Evaluation Was Kept Repeatable

Another detail I care about is keeping evaluation deterministic enough to be trustworthy.

The project fixes the random state, uses stratified train/test splits, caches prepared datasets, and wraps the evaluation result in a typed domain object instead of passing around anonymous dictionaries.

This is not glamorous work, but it is the difference between “I think this experiment improved the model” and “I can compare runs without wondering whether the pipeline changed underneath me.”

The repository also includes unit, integration, and acceptance tests. That is important because once a project starts accumulating engineered features, silent regressions become much more likely than syntax errors.

A few examples of what is verified:

  • dynamic feature loading still finds the expected registered features
  • pipeline splits remain deterministic
  • balancing produces the expected class distribution
  • transformed training and test frames preserve a compatible shape

That test coverage is part of the design, not an afterthought.

The Result That Actually Matters

Yes, the model performance improved over iterations. The README shows the PR-AUC moving from roughly 0.8345 to 0.8403 for the strongest XGBoost iteration.

That is useful, but it is not the main reason I would show this project to another engineer.

What I would show is that the codebase supports the work behind that improvement:

  • adding temporal features without rewriting the full pipeline
  • comparing model families with a stable execution path
  • isolating balancing from training concerns
  • keeping evaluation explicit and testable

That is much closer to how useful ML engineering works in real teams. Raw model quality matters, but the ability to iterate safely matters just as much.

Trade-Offs and What I Would Refine Next

The design is intentionally pragmatic, not perfect.

There are still trade-offs here:

  • dynamic loading is flexible, but it can hide coupling if feature dependencies grow unchecked
  • caching speeds up iteration, but cached artifacts need discipline if the feature set changes
  • a project like this still sits in the middle ground between experimentation and full production hardening
  • the current structure is good for comparative iteration, but it would need stronger experiment tracking if many parameter sweeps were added

If I kept extending it, the next things I would likely add are explicit experiment metadata, cleaner separation for model configuration, and stronger reporting around feature contribution and threshold selection.

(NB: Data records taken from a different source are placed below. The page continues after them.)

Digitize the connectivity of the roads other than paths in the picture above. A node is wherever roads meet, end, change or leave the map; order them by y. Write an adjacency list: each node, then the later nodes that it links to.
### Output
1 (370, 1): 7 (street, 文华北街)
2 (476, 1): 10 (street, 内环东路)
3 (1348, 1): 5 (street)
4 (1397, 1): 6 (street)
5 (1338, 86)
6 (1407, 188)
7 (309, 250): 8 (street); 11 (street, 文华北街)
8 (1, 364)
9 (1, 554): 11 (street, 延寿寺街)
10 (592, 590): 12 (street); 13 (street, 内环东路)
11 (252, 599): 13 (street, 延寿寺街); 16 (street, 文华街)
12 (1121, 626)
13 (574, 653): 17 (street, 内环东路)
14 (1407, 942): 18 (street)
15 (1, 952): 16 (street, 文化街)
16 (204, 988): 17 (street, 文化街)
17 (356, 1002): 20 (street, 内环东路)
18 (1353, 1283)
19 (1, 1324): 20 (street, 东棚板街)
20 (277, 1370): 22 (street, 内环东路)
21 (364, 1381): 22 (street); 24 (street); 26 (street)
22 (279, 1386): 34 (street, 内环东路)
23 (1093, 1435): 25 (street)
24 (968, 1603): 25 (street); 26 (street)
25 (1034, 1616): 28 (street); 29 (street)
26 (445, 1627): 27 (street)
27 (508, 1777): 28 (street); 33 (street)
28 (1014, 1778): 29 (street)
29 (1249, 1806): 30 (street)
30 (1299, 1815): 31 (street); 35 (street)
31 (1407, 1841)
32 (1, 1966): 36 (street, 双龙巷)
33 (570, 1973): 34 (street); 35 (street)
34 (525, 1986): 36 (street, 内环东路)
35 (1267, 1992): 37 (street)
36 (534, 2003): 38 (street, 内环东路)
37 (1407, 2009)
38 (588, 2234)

Why This Kind of Project Is Worth Building

What I value in projects like this is not the chance to say I trained a fraud model. It is the chance to demonstrate engineering judgment under a realistic constraint: the problem starts exploratory, but the code still needs to remain understandable after the fifth iteration.

That is usually where software engineering begins to matter more than the initial idea.

It also supports a workflow I find unusually valuable in side projects: execute, leave it alone, and come back later without paying a large re-entry cost. I built this roughly eight months ago, and that matters to me because I may not touch it again for a few more months. The structure makes that acceptable. The entry point is small, the pipeline is explicit, and the responsibilities are separated cleanly enough that future me will not need to reverse-engineer a notebook jungle just to remember how the experiment works.

I apply the same principle in larger systems too: make the workflow explicit, keep boundaries honest, and optimize for change instead of just first execution. It is also the same reason I care about turning personal tooling into proper systems, as I described in My Second Brain for AI: MCP, Obsidian, and Personal Knowledge Retrieval.

Conclusion

The model matters. The features matter. The PR-AUC matters.

But if I had to choose one thing to optimize for, it would still be this: make the next change cheaper than the previous one.